Med Image Comput Comput Assist Interv. 2010;13(Pt 1):367-74. doi: 10.1007/978-3-642-15705-9_45.
Registration of preoperative and postresection images is often needed to evaluate the effectiveness of treatment. While several non-rigid registration methods exist, most would be unable to accurately align these types of datasets due to the absence of tissue in one image. Here we present a joint registration and segmentation algorithm which handles the missing correspondence problem.
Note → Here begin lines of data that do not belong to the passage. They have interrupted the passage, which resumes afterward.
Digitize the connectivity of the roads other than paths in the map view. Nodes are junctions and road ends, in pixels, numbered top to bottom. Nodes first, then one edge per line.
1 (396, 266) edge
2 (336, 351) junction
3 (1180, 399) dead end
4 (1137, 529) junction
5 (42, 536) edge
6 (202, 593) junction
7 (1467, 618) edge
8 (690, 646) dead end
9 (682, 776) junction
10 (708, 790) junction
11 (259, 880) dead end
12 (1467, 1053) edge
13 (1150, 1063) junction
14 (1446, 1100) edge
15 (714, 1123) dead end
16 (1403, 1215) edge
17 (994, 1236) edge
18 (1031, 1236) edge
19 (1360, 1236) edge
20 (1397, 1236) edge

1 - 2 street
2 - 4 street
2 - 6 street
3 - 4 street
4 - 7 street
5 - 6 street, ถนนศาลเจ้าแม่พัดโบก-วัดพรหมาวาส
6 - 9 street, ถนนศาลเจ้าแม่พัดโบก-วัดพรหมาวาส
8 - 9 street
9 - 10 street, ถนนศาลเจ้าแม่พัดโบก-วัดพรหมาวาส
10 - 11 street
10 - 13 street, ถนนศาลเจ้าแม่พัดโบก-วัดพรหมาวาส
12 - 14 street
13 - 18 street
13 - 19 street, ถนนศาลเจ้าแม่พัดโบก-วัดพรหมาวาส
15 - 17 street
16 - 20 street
An intensity-based prior is used to aid in the segmentation of the resection region from voxels with valid correspondences in the two images. The problem is posed in a maximum a posteriori (MAP) framework and optimized using the expectation-maximization (EM) algorithm. Results on both synthetic and real data show our method improved image alignment compared to a traditional non-rigid registration algorithm as well as a method using a robust error kernel in the registration similarity metric.
通常需要对术前和切除后图像进行配准,以评估治疗效果。虽然存在几种非刚性配准方法,但由于其中一幅图像中没有组织,大多数方法无法准确对齐这些类型的数据集。在此,我们提出一种联合配准和分割算法,该算法可处理对应关系缺失的问题。基于强度的先验用于辅助从两幅图像中具有有效对应关系的体素中分割出切除区域。该问题在最大后验概率(MAP)框架中提出,并使用期望最大化(EM)算法进行优化。合成数据和真实数据的结果均表明,与传统的非刚性配准算法以及在配准相似性度量中使用鲁棒误差核的方法相比,我们的方法改善了图像对齐效果。